Before their research, students were asked to reflect upon their neighborhood and write a story for their viewers. Beginning the project here supported the class in envisioning how they want their communities to look and feel, and ensured that their activism was centered on the real needs of their communities.
This reflection work involved combining personal experiences with historical investigation. The class took a walking tour with Beth Folsom, program manager at History Cambridge. Highlights on the tour included: the Cambridge Community Center, Margaret Fuller House, St. Augustine’s Church, the George Close Building and the Crosswinds Mural. Getting to know their city more deeply through historical and activist lenses allowed for students to explore the origins of different elements of Cambridge and how people have worked over the years to make change. Students then brought this investigation closer to home, exploring the history of their own neighborhood, including a specific history of the name of their street. Exploring the city on foot “helps students want to learn more,” one student said. “Staying inside a classroom can get frustrating when you’re just sitting down for however long. But exploring outside can make students more interested.”
The partnership between History Cambridge and the academy provided a unique opportunity for students to connect historical thinking and personal experiences and enabled them to better see themselves within a rich tradition of activism and change.
Investigation of an issue
From there, students selected a research topic and spent some time at the Cambridge Public Library accessing databases and local resources including the Cambridge Chronicle. Issues investigated included: homelessness in Cambridge, affordable housing and inequalities in the local health care system.
Solution on a shoestring and final reflection
After students had done some research on their selected issue, they were asked to consider plausible small-scale, practical solutions and submit one as part of the City of Cambridge’s Participatory Budget process. The final stage of the process included the creation of a Google site to publish their work along, with a formal reflection on their learning over the course of the four-week summer program.
Student testimonials on partnerships in project-based learning
Creating a project-based learning experience in partnership with local organizations such as History Cambridge was found to be a powerful learning experience that helps make learning relevant, engaging and fun.“Exploring the city is a good thing for kids. Not only does it serve as a break from traditional learning but a new perspective on what they learn and the city as a whole. This class has been eye-opening,” a student said. “I learned a lot I didn’t know. All this work gave me a new perspective on learning. When we are talking about our city, community is a big thing, and how we shape our community matters.”
Teacher candidates from Harvard’s Graduate School of Education were instrumental in the development of this project. Their testimonials not only speak to the successful partnership between the academy and History Cambridge, but to the larger importance of teachers creating opportunities to connect their classrooms with local historical societies to enrich experiences in the classroom.
Fiona Stevenson: When we went on the tour with History Cambridge at the beginning of our project-based learning unit, a lot of the students and staff had lived in Cambridge for years. We were able to learn about sites we had lived within walking distance of for years and never really noticed or learned about before.
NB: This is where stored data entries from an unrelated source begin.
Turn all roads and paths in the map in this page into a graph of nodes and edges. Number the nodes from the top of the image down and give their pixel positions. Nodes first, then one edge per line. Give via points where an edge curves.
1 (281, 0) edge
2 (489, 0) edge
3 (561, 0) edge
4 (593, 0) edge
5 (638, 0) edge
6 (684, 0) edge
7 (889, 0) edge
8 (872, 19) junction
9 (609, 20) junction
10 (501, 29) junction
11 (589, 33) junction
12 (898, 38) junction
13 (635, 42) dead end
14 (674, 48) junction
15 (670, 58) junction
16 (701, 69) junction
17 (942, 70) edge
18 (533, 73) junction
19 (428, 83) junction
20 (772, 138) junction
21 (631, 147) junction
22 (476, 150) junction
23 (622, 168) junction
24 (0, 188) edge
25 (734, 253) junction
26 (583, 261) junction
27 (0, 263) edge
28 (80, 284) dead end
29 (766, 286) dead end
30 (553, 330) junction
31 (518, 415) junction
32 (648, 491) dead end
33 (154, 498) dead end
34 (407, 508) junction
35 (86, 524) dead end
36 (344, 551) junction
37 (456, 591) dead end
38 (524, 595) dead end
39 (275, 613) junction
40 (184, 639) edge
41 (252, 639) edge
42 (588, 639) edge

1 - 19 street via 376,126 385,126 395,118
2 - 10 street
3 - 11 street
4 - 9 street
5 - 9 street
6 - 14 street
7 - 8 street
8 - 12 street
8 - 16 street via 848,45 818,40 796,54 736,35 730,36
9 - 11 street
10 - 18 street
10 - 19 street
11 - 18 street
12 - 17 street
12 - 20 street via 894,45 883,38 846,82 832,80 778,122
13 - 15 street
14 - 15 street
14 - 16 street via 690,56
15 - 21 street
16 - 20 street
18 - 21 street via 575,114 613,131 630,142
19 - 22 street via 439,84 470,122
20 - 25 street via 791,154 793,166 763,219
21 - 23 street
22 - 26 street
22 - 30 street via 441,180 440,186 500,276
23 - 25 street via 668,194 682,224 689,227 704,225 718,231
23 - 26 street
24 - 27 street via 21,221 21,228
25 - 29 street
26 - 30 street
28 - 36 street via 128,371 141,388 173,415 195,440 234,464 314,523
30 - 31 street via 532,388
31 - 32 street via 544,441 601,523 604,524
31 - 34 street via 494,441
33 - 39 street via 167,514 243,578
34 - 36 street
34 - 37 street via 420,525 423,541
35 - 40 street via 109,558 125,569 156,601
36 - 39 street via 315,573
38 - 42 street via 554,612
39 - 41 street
Moving forward with the project, students felt more invested in their research because it felt as though the classroom was not just contained within four walls; it had extended into the city, its history and its communities.
Sage Engberg: The walking tour of Cambridge was instrumental in helping students situate their research in the historical context of local activism. When students moved into researching issues of local concern, having this real-world experience allowed them to make stronger connections. One student ultimately chose to propose a solution featuring the Margaret Fuller House, one of the sites we visited on the tour. As a teacher, witnessing this student’s project move from broad idealism to concrete, locally impactful solutions was incredibly rewarding.
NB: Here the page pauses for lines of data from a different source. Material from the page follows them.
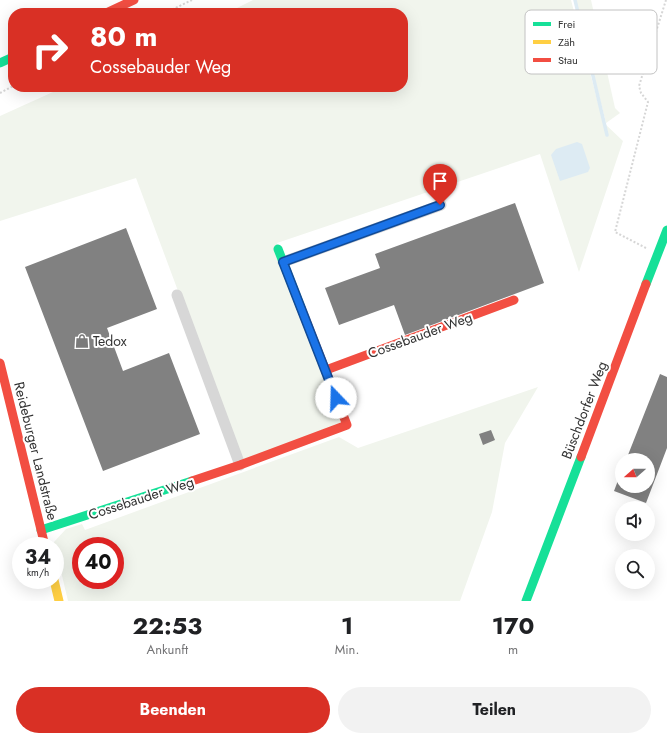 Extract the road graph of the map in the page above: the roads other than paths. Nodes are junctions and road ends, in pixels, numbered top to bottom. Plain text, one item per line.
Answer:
1 (134, 0) edge
2 (117, 8) edge
3 (440, 205) dead end
4 (667, 230) edge
5 (278, 249) dead end
6 (283, 262) junction
7 (177, 295) dead end
8 (514, 300) dead end
9 (0, 363) edge
10 (326, 370) junction
11 (240, 465) junction
12 (41, 530) junction
13 (43, 537) edge
14 (56, 589) edge
15 (59, 601) edge
16 (526, 601) edge

1 - 2 street
3 - 6 street
4 - 16 street, Büschdorfer Weg
5 - 6 street, Cossebauder Weg
6 - 10 street, Cossebauder Weg
7 - 11 street
8 - 10 street, Cossebauder Weg
9 - 12 street, Reideburger Landstraße
10 - 11 street, Cossebauder Weg
11 - 12 street, Cossebauder Weg
12 - 13 street, Reideburger Landstraße
14 - 15 street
Alaina Ratanapool: Watching students connect with their community has been a really special experience for me as a teacher. Students that have lived in Cambridge for their whole lives knew seldom about community members that worked to make this city more safe and accessible. All too often we know little to no information about the buildings and organizations right next door. I’m glad I got to see them make connections and learn how to create their own change.
Julia Desmarais: Learning focused on real-life issues that has real purpose allows students to grow their reading and writing skills, develop self-efficacy and find engagement in the work. Being able to work with History Cambridge allowed students to feel the deep connection between their work and real places, and watching the students get excited on the tour to learn about the history of places they know well and ask questions to learn more was wonderful. Being in the physical spaces allowed our virtual work to be more powerful! As a teacher in my first five years of teaching, I plan to take this project and the learning from it with me to inform the teaching I do.